SOURCE MATERIAL |
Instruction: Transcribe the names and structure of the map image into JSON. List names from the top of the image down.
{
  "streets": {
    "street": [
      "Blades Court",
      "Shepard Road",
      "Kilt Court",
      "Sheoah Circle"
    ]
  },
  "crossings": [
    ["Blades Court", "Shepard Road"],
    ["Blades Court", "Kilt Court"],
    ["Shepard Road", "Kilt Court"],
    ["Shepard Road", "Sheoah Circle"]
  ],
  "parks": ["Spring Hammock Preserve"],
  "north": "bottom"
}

WHAT YOU SHOULD DO | The entries above, copied exactly, form the whole answer.

YOUR SOLUTION |
Instruction: Transcribe the names and structure of the map image into JSON. List names from the top of the image down.
{
  "streets": {
    "street": [
      "Blades Court",
      "Shepard Road",
      "Kilt Court",
      "Sheoah Circle"
    ]
  },
  "crossings": [
    ["Blades Court", "Shepard Road"],
    ["Blades Court", "Kilt Court"],
    ["Shepard Road", "Kilt Court"],
    ["Shepard Road", "Sheoah Circle"]
  ],
  "parks": ["Spring Hammock Preserve"],
  "north": "bottom"
}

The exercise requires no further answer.